India Supreme Court rejects petition by hack victims seeking action against WazirX exchange

• The Supreme Court of India rejected hack victims’ petition seeking action against the WazirX exchange on Wednesday.
• The court cited India’s lack of clear crypto regulations as the reason.
• The exchange was hacked in July 2024, resulting in a loss of $230 million in crypto.

The Supreme Court of India rejected hack victims’ petition seeking action against the WazirX exchange on Wednesday. The court cited India’s lack of clear crypto regulations as the reason.

The exchange was hacked in July 2024, resulting in a loss of $230 million in crypto. To gain further insights, FXStreet interviewed Arjun Vijay, CEO of the Giottus crypto platform, based in India.

Supreme Court rejects petition, cites India’s lack of crypto regulations

India’s Supreme Court dismissed a petition on Wednesday, filed by victims of the $230 million WaziX hack in July 2024. 54 WazirX users had asked the court to investigate WazirX’s co-founder, Nischal Shetty, Binance, and custody provider Liminal.

The two-judge bench, led by Justice B.R. Gavai and Justice Augustine Masih, dismissed the petition, stating that cryptocurrency regulation is a policy matter best addressed by the government, not the judiciary. This verdict suggests the absence of regulatory clarity.

WazirX hack and legal fallout: Timeline

On July 18, 2024, Indian crypto exchange WazirX, operated by Zanmai, suffered a cyberattack that led to the loss of over $230 million in user funds after attackers compromised its Ethereum multisig wallet. Following the breach, Zettai Pte Ltd, a Singapore-based entity tied to WazirX, filed for a court-approved moratorium on August 27 to restructure its liabilities under Singapore’s insolvency laws.
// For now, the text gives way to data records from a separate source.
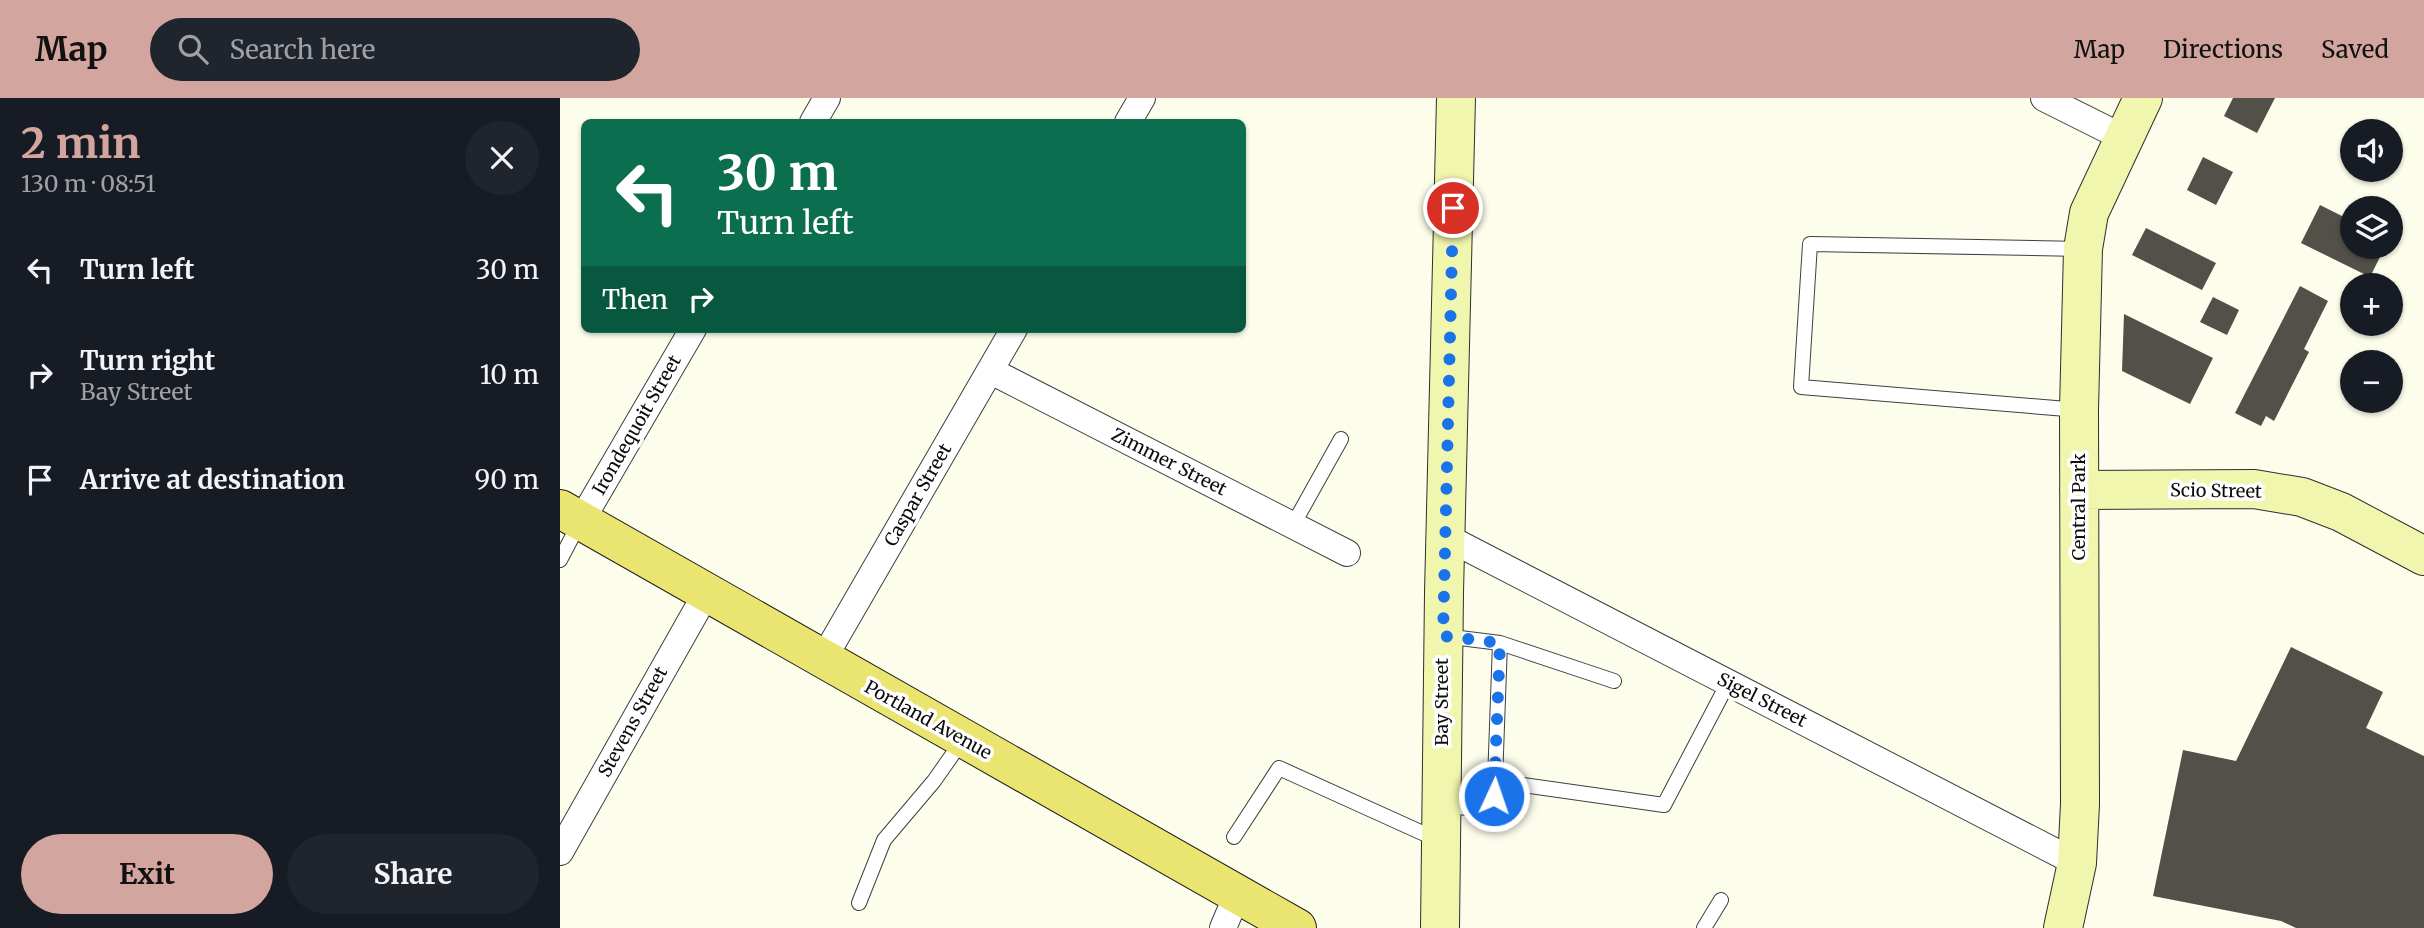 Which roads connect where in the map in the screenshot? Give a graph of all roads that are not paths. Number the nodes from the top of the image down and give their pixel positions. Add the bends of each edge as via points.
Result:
1 (827, 98) edge
2 (1142, 98) edge
3 (1456, 98) edge
4 (2045, 98) edge
5 (2143, 98) edge
6 (815, 119) edge
7 (1130, 119) edge
8 (2122, 137) junction
9 (2083, 249) junction
10 (690, 333) edge
11 (1012, 333) edge
12 (991, 371) junction
13 (2079, 410) junction
14 (1341, 439) dead end
15 (2079, 490) junction
16 (571, 515) edge
17 (1293, 525) junction
18 (1446, 537) junction
19 (1347, 553) dead end
20 (2424, 556) edge
21 (560, 561) edge
22 (706, 593) junction
23 (1443, 636) junction
24 (1500, 643) junction
25 (822, 660) junction
26 (1614, 681) dead end
27 (1728, 683) junction
28 (963, 740) junction
29 (1495, 781) junction
30 (1441, 823) junction
31 (1234, 837) dead end
32 (560, 852) edge
33 (2077, 863) junction
34 (1721, 900) dead end
35 (859, 903) dead end
36 (1230, 911) edge
37 (1297, 928) edge
38 (1440, 928) edge
39 (1704, 928) edge
40 (2063, 928) edge

1 - 6 street
2 - 7 street
3 - 18 street, Bay Street
4 - 8 street
5 - 8 street, Central Park
8 - 9 street, Central Park via 2089,213
9 - 13 street, Central Park
9 - 13 lane via 1810,244 1801,387
10 - 16 street, Irondequoit Street
11 - 12 street, Caspar Street
12 - 17 street, Zimmer Street
12 - 25 street, Caspar Street
13 - 15 street, Central Park
14 - 17 lane
15 - 20 street, Scio Street via 2254,489 2302,497
15 - 33 street, Central Park
16 - 21 lane
16 - 22 main road, Portland Avenue
17 - 19 street, Zimmer Street
18 - 23 street, Bay Street
18 - 27 street, Sigel Street
22 - 25 main road, Portland Avenue
22 - 32 street, Stevens Street
23 - 24 lane
23 - 30 street, Bay Street
24 - 26 lane
24 - 29 lane
25 - 28 main road, Portland Avenue
27 - 29 lane via 1664,805
27 - 33 street, Sigel Street
28 - 35 lane via 884,840
28 - 36 main road, Portland Avenue
29 - 30 lane via 1493,811
30 - 31 lane via 1279,768
30 - 38 street, Bay Street
33 - 40 street, Central Park
34 - 39 lane
36 - 37 main road, Portland Avenue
Meanwhile, on September 6, the hacker laundered 7,200 ETH worth $17.3 million through Tornado Cash.

Amid the crisis, Binance responded to WazirX and Zettai’s accusations. In a blog post, Binance denied any operational control over WazirX, stating it merely provided wallet infrastructure and was not responsible for the hack. 

Binance concluded by saying, “In light of the ongoing misinformation propagated by Zettai and Mr. Shetty, it is crucial for WazirX users and the broader market to understand that Binance has never owned, controlled, or operated WazirX at any point, including during the July 2024 alleged hack. Binance bears no responsibility for the operation of the WazirX platform or the consequences of the attack.”

FXStreet interviewed Arjun Vijay, CEO of the Giottus crypto platform from India, to gain more insight. Their answers are stated below:

Q1: What are your thoughts on the Supreme Court’s decision to reject WazirX’s victim’s plea? Does this set a precedent for other Indian crypto platforms?

I think the primary issue with respect to Wazirx right now is not about the hack but how they handled it post-hack. If Singapore were the right jurisdiction for the moratorium, siphoning customer funds for other uses. I don’t think this sets any precedent. I think this will only expedite the Government to come up with clear regulations soon.

Q2: How do you assess the security lapses in the WazirX hack, and what should exchanges in India learn from this incident?

Hackers are always on the prowl, looking for weaknesses. In this ecosystem, only those who are paranoid about security survive. Exchanges should store most of their assets in insured cold custody. Other funds outside the cold wallets need to be kept segregated in multiple wallets with different keys. Every new hack should be taken as a warning, and the CISO should check if the same angle of attack can happen to their platform. In the Wazirx case, we say, Wazirx wasn’t the first or the last exchange suffering from the lapses in Safe Wallet configuration. If Bybit had switched from Safe Wallets, they wouldn't have lost those thousands of Ethereum.

Q3: Could this legal setback and the hack accelerate capital flight from Indian crypto platforms to global ones?

Not necessarily. We also saw Bybit getting hacked this year. Self-custody is the best option for users who understand and can follow the best security practices. Others should ideally use Indian platforms which have been there for multiple years without any such issues. If any unforeseen event happens with an international platform, there is no legal recourse and there is no clarity on how the liquidation or fund distribution might happen. Indian exchanges are much safer that way.

Q4: How could this impact retail confidence in Indian exchanges, and how can that trust be rebuilt?

Everytime something untoward happens, the trust breaks and it needs collective effort from the ecosystem to rebuild. We saw the ecosystem rise from the bottom after the FTX hack. This too shall pass, but it is very important to learn from our mistakes and never let mistakes of the past repeat. We also see crypto getting more mainstream and we are getting closer to Indian regulations.

Q5: What role should regulators play now—more oversight, clearer guidelines, or stricter security mandates?

Establishing a regulator who bears responsibility for the ecosystem, followed by clear regulations and licenses with clarity on the legality of the crypto assets, is the way forward. Regulator can watch the sector closely and refine the rules as required by the ecosystem.